Even now, if one just goes out and looks up at the celestial sphere, it seems Quite Clear that the universe is rotating around an immobile Earth

It was only after millenia of peoples all over the world looking at the stately and awe-inspiring movements of the night sky that it first became possible to predict many of these movements, and to then begin to explain why most of the movements *were* predictable. Comets remained a problem, and were simply ascribed to being Signs from God(s).

It is interesting to realize that when first developed the Copernican heliocentric model was less accurate in predicting planetary motions than the much older Ptolemaic geocentric model which had been adjusted for well over a thousand years using epicycles (circles within circles) to make things come out right. This is because Copernicus retained the "perfect motion" of a circle for his orbits and thus still had to use some epicycles—although fewer. Not until Kepler replaced circular orbits with the "less perfect" but actually existent elliptical orbits was this resolved.

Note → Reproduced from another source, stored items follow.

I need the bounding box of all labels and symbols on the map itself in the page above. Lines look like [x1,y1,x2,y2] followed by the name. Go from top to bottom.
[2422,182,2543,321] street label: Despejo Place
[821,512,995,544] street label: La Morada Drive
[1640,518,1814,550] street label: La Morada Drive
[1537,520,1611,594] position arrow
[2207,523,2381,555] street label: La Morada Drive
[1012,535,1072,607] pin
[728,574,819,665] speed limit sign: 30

This change only occurred almost a century after Copernicus when Kepler (who was a student of Tycho Brahe, and whose observations allowed Kepler to develop his Laws of Planetary Motion) realized that replacing circles with ellipses allowed all epicycles to be discarded.

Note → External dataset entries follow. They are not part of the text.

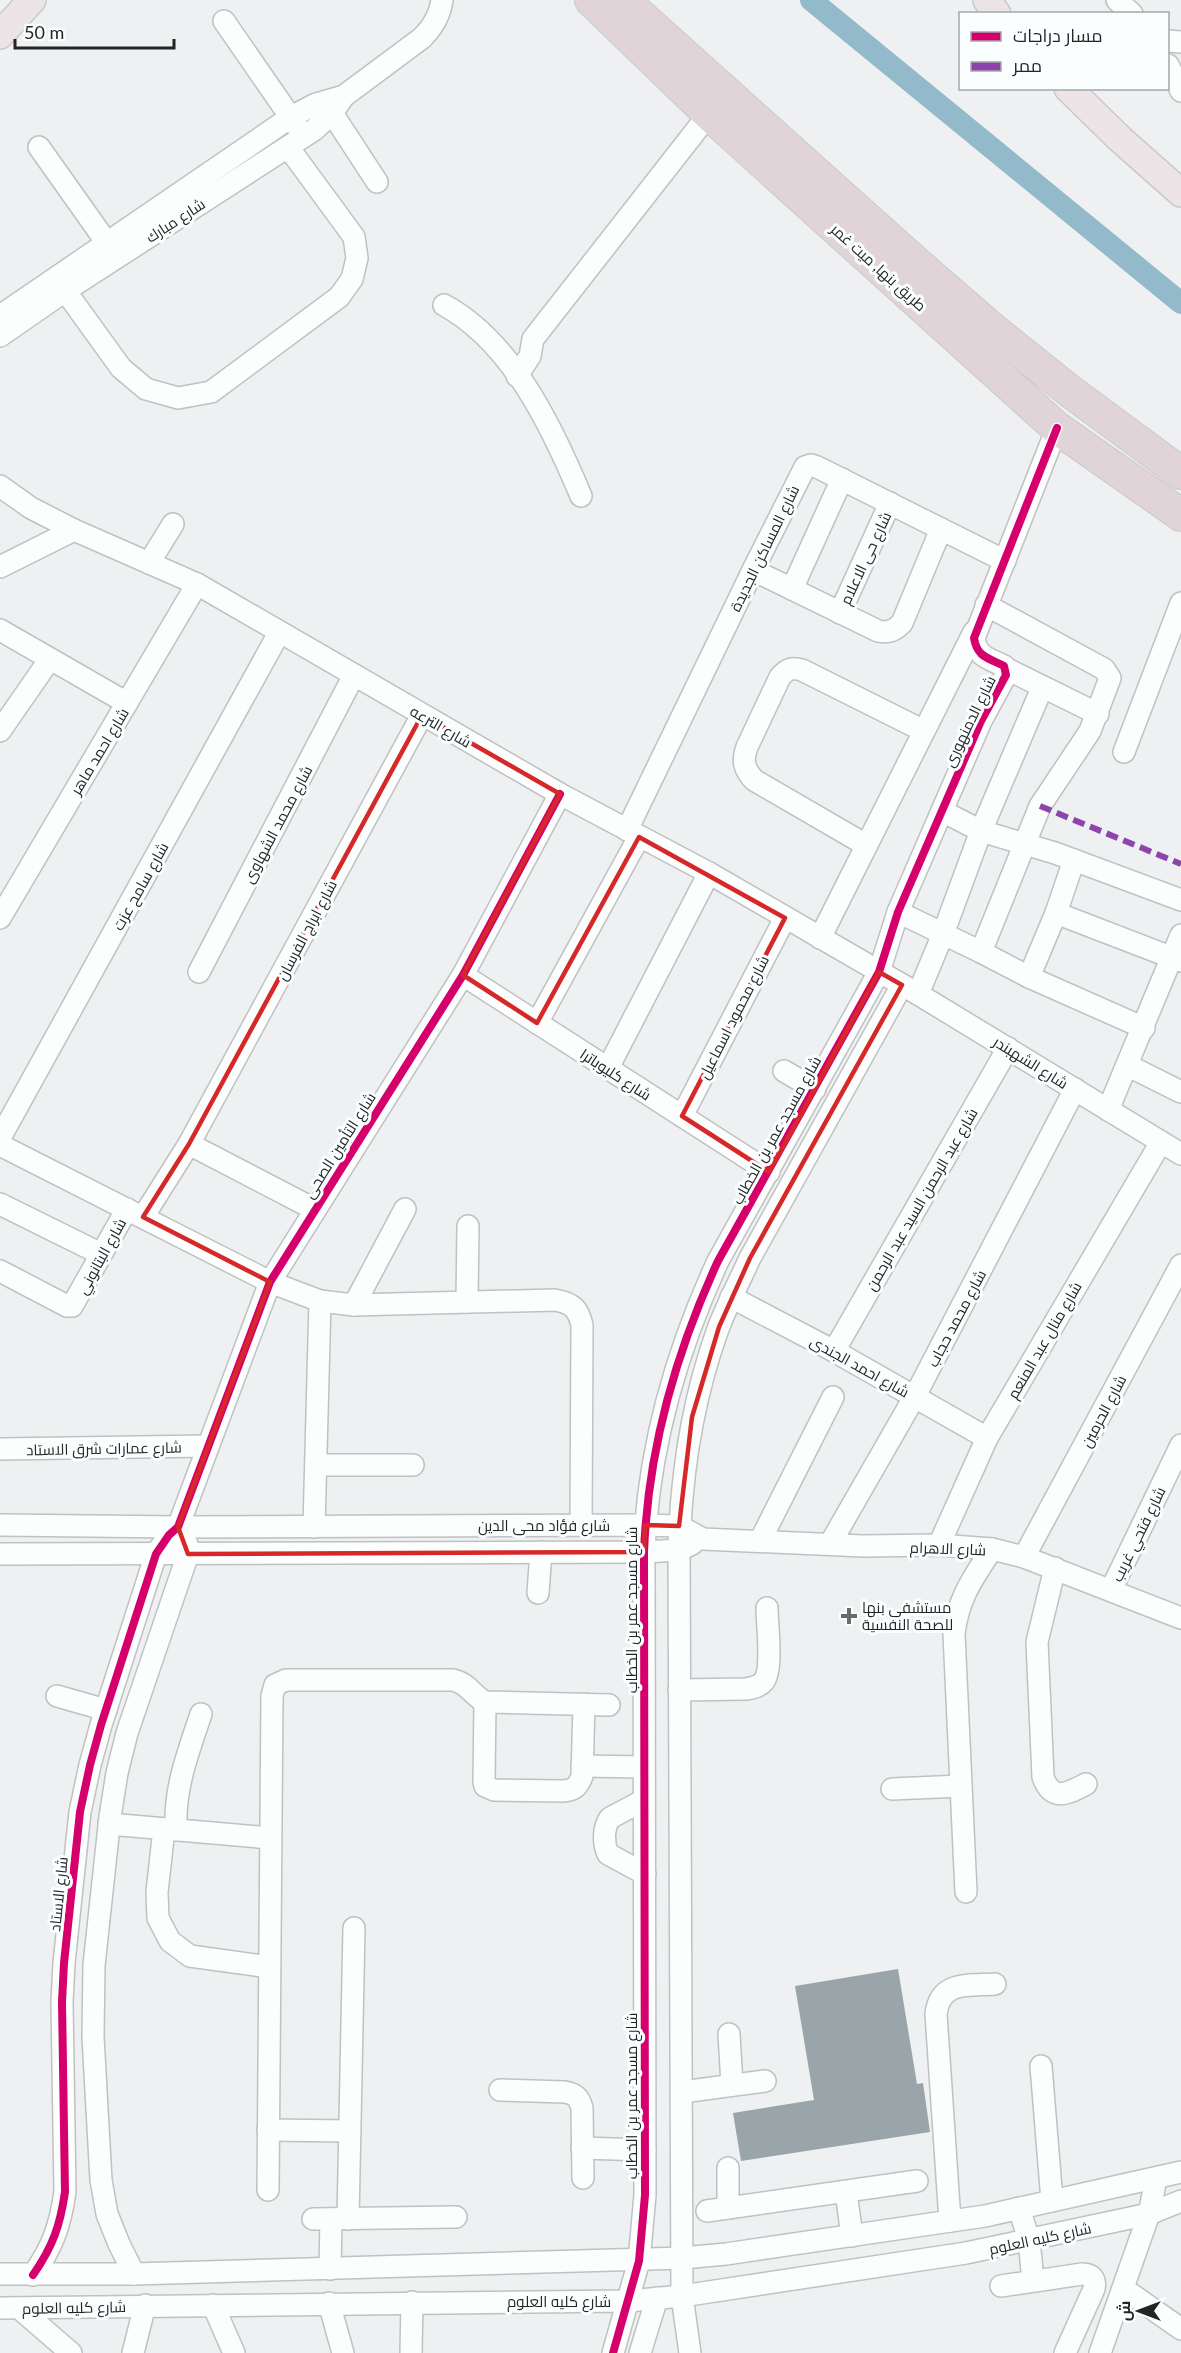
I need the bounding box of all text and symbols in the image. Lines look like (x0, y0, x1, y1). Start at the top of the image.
scale bar (15, 12, 174, 50)
legend (959, 12, 1169, 90)
text: 50 m (24, 21, 64, 43)
text: مسار دراجات (1013, 24, 1102, 47)
text: ممر (1012, 54, 1042, 77)
street label: شارع مبارك (142, 194, 210, 248)
street label: طريق بنها, ميت غمر (826, 219, 930, 316)
street label: شارع المساكن الجديدة (726, 482, 805, 615)
street label: شارع حى الاعلام (836, 509, 897, 609)
street label: شارع الدمنهورى (939, 673, 1002, 771)
street label: شارع الترعه (406, 701, 475, 753)
street label: شارع احمد ماهر (66, 704, 134, 800)
street label: شارع محمد الشهاوى (238, 762, 318, 887)
street label: شارع سامح عزت (108, 839, 174, 935)
street label: شارع ابراج الفرسان (272, 877, 343, 985)
street label: شارع محمود اسماعيل (694, 952, 775, 1083)
street label: شارع الشهبندر (988, 1031, 1072, 1095)
street label: شارع كليوباترا (576, 1044, 655, 1106)
street label: شارع مسجد عمر بن الخطاب (728, 1053, 827, 1209)
street label: شارع التأمين الصحى (299, 1089, 381, 1203)
street label: شارع عبد الرحمن السيد عبد الرحمن (861, 1105, 983, 1295)
street label: شارع البتانوني (73, 1215, 133, 1299)
street label: شارع محمد حجاب (923, 1266, 992, 1371)
street label: شارع منال عبد المنعم (1003, 1278, 1088, 1403)
street label: شارع احمد الجندى (806, 1331, 913, 1403)
street label: شارع الحرمين (1076, 1372, 1132, 1452)
street label: شارع عمارات شرق الاستاد (26, 1438, 182, 1461)
street label: شارع فتحي غريب (1107, 1484, 1172, 1586)
street label: شارع فؤاد محى الدين (478, 1516, 610, 1537)
street label: شارع مسجد عمر بن الخطاب (622, 1527, 643, 1693)
street label: شارع الاهرام (909, 1538, 987, 1561)
place label: مستشفى بنها للصحة النفسية (862, 1598, 953, 1633)
marker: مستشفى بنها للصحة النفسية (840, 1607, 858, 1625)
street label: شارع الاستاد (45, 1856, 74, 1933)
street label: شارع مسجد عمر بن الخطاب (622, 2013, 643, 2179)
street label: شارع كليه العلوم (987, 2218, 1093, 2261)
north arrow (1109, 2281, 1169, 2341)
street label: شارع كليه العلوم (507, 2292, 611, 2313)
street label: شارع كليه العلوم (22, 2297, 126, 2320)
text: ش (1114, 2301, 1134, 2321)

Also interesting, is that Brahe supported neither the Copernican nor the Ptolemaic models, but had worked out his own (as best I know) compromise of a geo-heliocentric solar system.

https://media.sciencephoto.com/image/c0145205/800wm/C0145205-Epicycles_of_Moon_s_orbit,_1708.jpg
Credit ROYAL ASTRONOMICAL SOCIETY (Can't make this autoshow on DU, it's worth clicking on though!)

Epicycles of Moon's orbit. This is plate 18 from the 1708 edition of the star atlas 'Harmonica Macrocosmica' by the Dutch-German mathematician and cosmographer Andreas Cellarius (1596-1665). It shows eight epicycles for the Moon's orbit round the Earth. Epicycles were mathematical constructs used to explain geocentric orbits before heliocentric models simplified the calculations. Insets (lower right and left) show the crescent, new and full Moon. 'Harmonica Macrocosmica', first published in 1660, had 30 colour plates with Latin text. This edition was published in Amsterdam by Petrus Schenk and Gerard Valk.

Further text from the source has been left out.